## WHAT TO WORK ON
Please return every line in the following data that includes the string "than".

Dataset items:
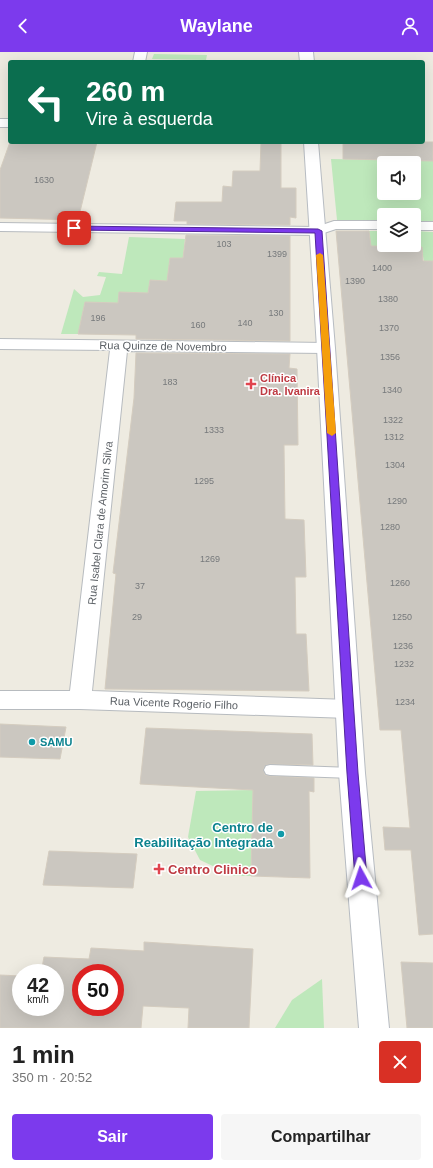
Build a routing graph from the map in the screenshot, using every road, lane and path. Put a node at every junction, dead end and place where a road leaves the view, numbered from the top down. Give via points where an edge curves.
1 (311, 144) edge
2 (377, 225) edge
3 (421, 226) edge
4 (433, 226) edge
5 (0, 227) edge
6 (318, 231) junction
7 (0, 344) edge
8 (119, 345) junction
9 (326, 348) junction
10 (0, 700) edge
11 (80, 700) junction
12 (349, 709) junction
13 (270, 770) dead end
14 (352, 773) junction
15 (374, 1028) edge

1 - 6 main road
2 - 6 street via 334,225
3 - 4 street
5 - 6 street
6 - 9 main road
7 - 8 street, Rua Quinze de Novembro
8 - 9 street, Rua Quinze de Novembro
8 - 11 street, Rua Isabel Clara de Amorim Silva
9 - 12 main road
10 - 11 street, Rua Vicente Rogerio Filho
11 - 12 street, Rua Vicente Rogerio Filho
12 - 14 main road
13 - 14 lane
14 - 15 main road

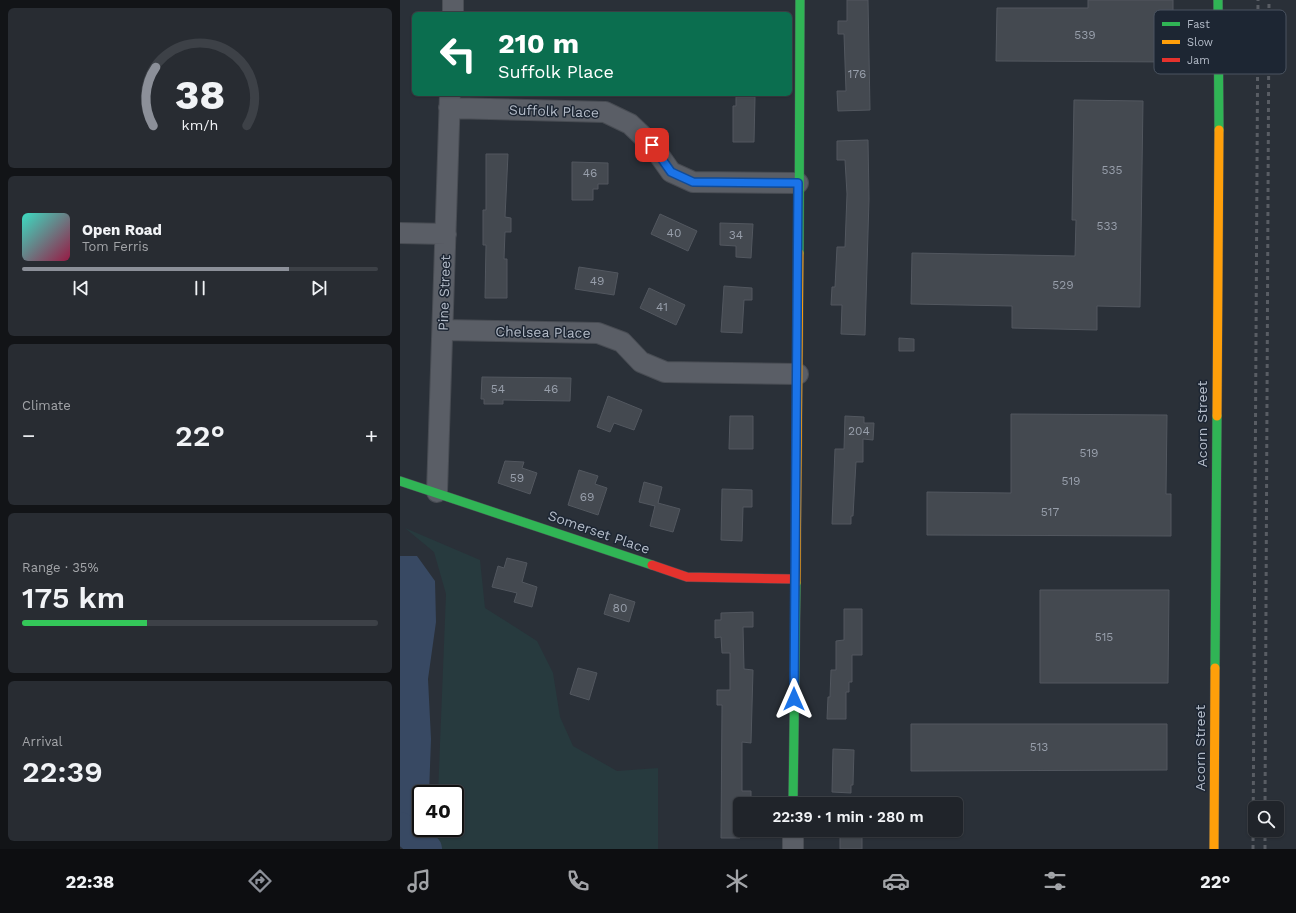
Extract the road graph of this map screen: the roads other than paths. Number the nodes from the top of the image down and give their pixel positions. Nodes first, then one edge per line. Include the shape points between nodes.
1 (453, 0) edge
2 (800, 0) edge
3 (1218, 0) edge
4 (1218, 10) edge
5 (452, 12) edge
6 (1219, 74) edge
7 (450, 101) edge
8 (798, 183) junction
9 (400, 233) edge
10 (446, 234) junction
11 (443, 330) junction
12 (798, 374) junction
13 (400, 481) edge
14 (437, 492) junction
15 (794, 579) junction
16 (793, 797) edge
17 (793, 837) edge
18 (793, 849) edge
19 (1214, 849) edge

1 - 5 street
2 - 8 street
3 - 4 street, Acorn Street
6 - 19 street, Acorn Street
7 - 8 street, Suffolk Place via 605,112 630,124 652,145 671,172 693,182
7 - 10 street, Pine Street
8 - 12 street
9 - 10 street
10 - 11 street, Pine Street
11 - 12 street, Chelsea Place via 598,333 622,342 641,362 665,372
11 - 14 street, Pine Street
12 - 15 street
13 - 14 street, Somerset Place
14 - 15 street, Somerset Place via 688,577
15 - 16 street
17 - 18 street

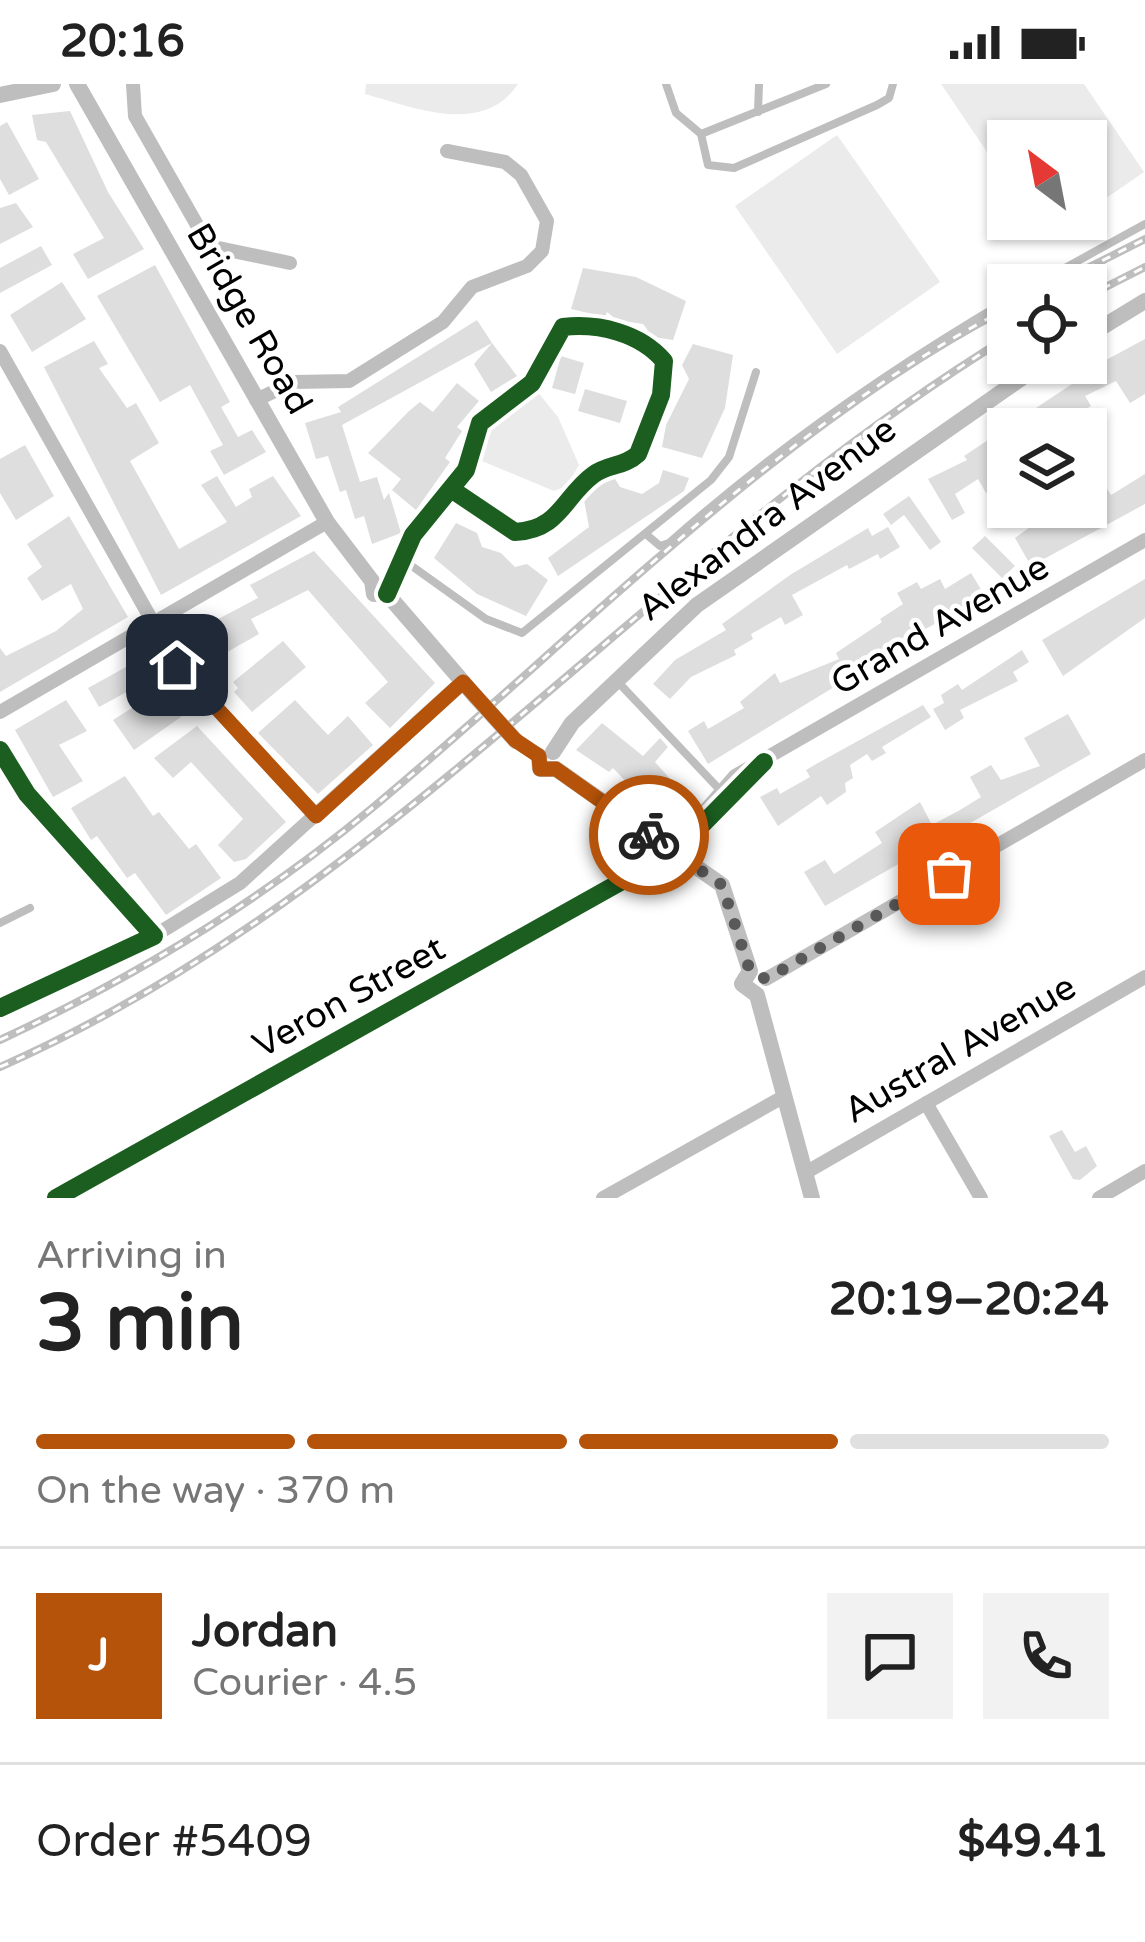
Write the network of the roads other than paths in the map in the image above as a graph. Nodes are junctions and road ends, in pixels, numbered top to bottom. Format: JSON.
{"nodes":[{"id":1,"x":53,"y":84,"type":"edge"},
{"id":2,"x":77,"y":84,"type":"edge"},
{"id":3,"x":133,"y":84,"type":"edge"},
{"id":4,"x":666,"y":84,"type":"edge"},
{"id":5,"x":759,"y":84,"type":"edge"},
{"id":6,"x":826,"y":84,"type":"edge"},
{"id":7,"x":893,"y":84,"type":"edge"},
{"id":8,"x":4,"y":93,"type":"edge"},
{"id":9,"x":758,"y":113,"type":"junction"},
{"id":10,"x":701,"y":134,"type":"junction"},
{"id":11,"x":447,"y":151,"type":"dead end"},
{"id":12,"x":1145,"y":224,"type":"edge"},
{"id":13,"x":290,"y":263,"type":"dead end"},
{"id":14,"x":1072,"y":264,"type":"edge"},
{"id":15,"x":1145,"y":301,"type":"edge"},
{"id":16,"x":987,"y":312,"type":"edge"},
{"id":17,"x":1107,"y":324,"type":"edge"},
{"id":18,"x":0,"y":351,"type":"edge"},
{"id":19,"x":756,"y":372,"type":"dead end"},
{"id":20,"x":1013,"y":384,"type":"edge"},
{"id":21,"x":256,"y":400,"type":"junction"},
{"id":22,"x":451,"y":489,"type":"junction"},
{"id":23,"x":327,"y":522,"type":"junction"},
{"id":24,"x":647,"y":535,"type":"junction"},
{"id":25,"x":1145,"y":540,"type":"edge"},
{"id":26,"x":402,"y":559,"type":"junction"},
{"id":27,"x":383,"y":585,"type":"junction"},
{"id":28,"x":154,"y":623,"type":"junction"},
{"id":29,"x":616,"y":680,"type":"junction"},
{"id":30,"x":469,"y":689,"type":"junction"},
{"id":31,"x":0,"y":712,"type":"edge"},
{"id":32,"x":0,"y":750,"type":"edge"},
{"id":33,"x":549,"y":759,"type":"junction"},
{"id":34,"x":1145,"y":760,"type":"edge"},
{"id":35,"x":764,"y":762,"type":"junction"},
{"id":36,"x":720,"y":790,"type":"junction"},
{"id":37,"x":316,"y":816,"type":"junction"},
{"id":38,"x":672,"y":849,"type":"junction"},
{"id":39,"x":30,"y":908,"type":"dead end"},
{"id":40,"x":0,"y":923,"type":"edge"},
{"id":41,"x":154,"y":936,"type":"junction"},
{"id":42,"x":1145,"y":977,"type":"edge"},
{"id":43,"x":758,"y":982,"type":"junction"},
{"id":44,"x":0,"y":1008,"type":"edge"},
{"id":45,"x":783,"y":1097,"type":"junction"},
{"id":46,"x":926,"y":1103,"type":"junction"},
{"id":47,"x":1145,"y":1172,"type":"edge"},
{"id":48,"x":805,"y":1173,"type":"junction"},
{"id":49,"x":56,"y":1198,"type":"edge"},
{"id":50,"x":603,"y":1198,"type":"edge"},
{"id":51,"x":812,"y":1198,"type":"edge"},
{"id":52,"x":980,"y":1198,"type":"edge"},
{"id":53,"x":1100,"y":1198,"type":"edge"}],
"edges":[{"from":1,"to":8,"type":"street"},
{"from":2,"to":21,"type":"street","name":"Bridge Road"},
{"from":3,"to":13,"type":"street"},
{"from":4,"to":10,"type":"lane"},
{"from":5,"to":9,"type":"lane"},
{"from":6,"to":9,"type":"lane"},
{"from":7,"to":10,"type":"lane"},
{"from":9,"to":10,"type":"lane"},
{"from":11,"to":21,"type":"street"},
{"from":12,"to":14,"type":"lane"},
{"from":15,"to":17,"type":"street"},
{"from":16,"to":24,"type":"lane"},
{"from":18,"to":28,"type":"street"},
{"from":19,"to":24,"type":"lane"},
{"from":20,"to":29,"type":"street","name":"Alexandra Avenue"},
{"from":21,"to":23,"type":"street","name":"Bridge Road"},
{"from":22,"to":22,"type":"street"},
{"from":22,"to":26,"type":"street"},
{"from":23,"to":27,"type":"street","name":"Bridge Road"},
{"from":23,"to":28,"type":"street"},
{"from":24,"to":26,"type":"lane"},
{"from":25,"to":35,"type":"street","name":"Grand Avenue"},
{"from":26,"to":27,"type":"street"},
{"from":27,"to":30,"type":"street","name":"Bridge Road"},
{"from":28,"to":31,"type":"street"},
{"from":28,"to":37,"type":"street"},
{"from":29,"to":33,"type":"street","name":"Alexandra Avenue"},
{"from":29,"to":36,"type":"lane"},
{"from":30,"to":33,"type":"street","name":"Bridge Road","bridge":true},
{"from":30,"to":37,"type":"street"},
{"from":32,"to":41,"type":"street"},
{"from":33,"to":38,"type":"street","name":"Bridge Road"},
{"from":34,"to":43,"type":"street"},
{"from":35,"to":36,"type":"street","name":"Grand Avenue"},
{"from":35,"to":38,"type":"street","name":"Grand Avenue"},
{"from":36,"to":38,"type":"street","name":"Grand Avenue"},
{"from":37,"to":41,"type":"street"},
{"from":38,"to":43,"type":"street","name":"Bridge Road"},
{"from":38,"to":49,"type":"street","name":"Veron Street"},
{"from":39,"to":40,"type":"lane"},
{"from":41,"to":44,"type":"street"},
{"from":42,"to":46,"type":"street","name":"Austral Avenue"},
{"from":43,"to":45,"type":"street","name":"Bridge Road"},
{"from":45,"to":48,"type":"street","name":"Bridge Road"},
{"from":45,"to":50,"type":"street"},
{"from":46,"to":48,"type":"street","name":"Austral Avenue"},
{"from":46,"to":52,"type":"street"},
{"from":47,"to":53,"type":"street"},
{"from":48,"to":51,"type":"street","name":"Bridge Road"}]}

## SOLUTION
Extract the road graph of this map screen: the roads other than paths. Number the nodes from the top of the image down and give their pixel positions. Nodes first, then one edge per line. Include the shape points between nodes.
Write the network of the roads other than paths in the map in the image above as a graph. Nodes are junctions and road ends, in pixels, numbered top to bottom. Format: JSON.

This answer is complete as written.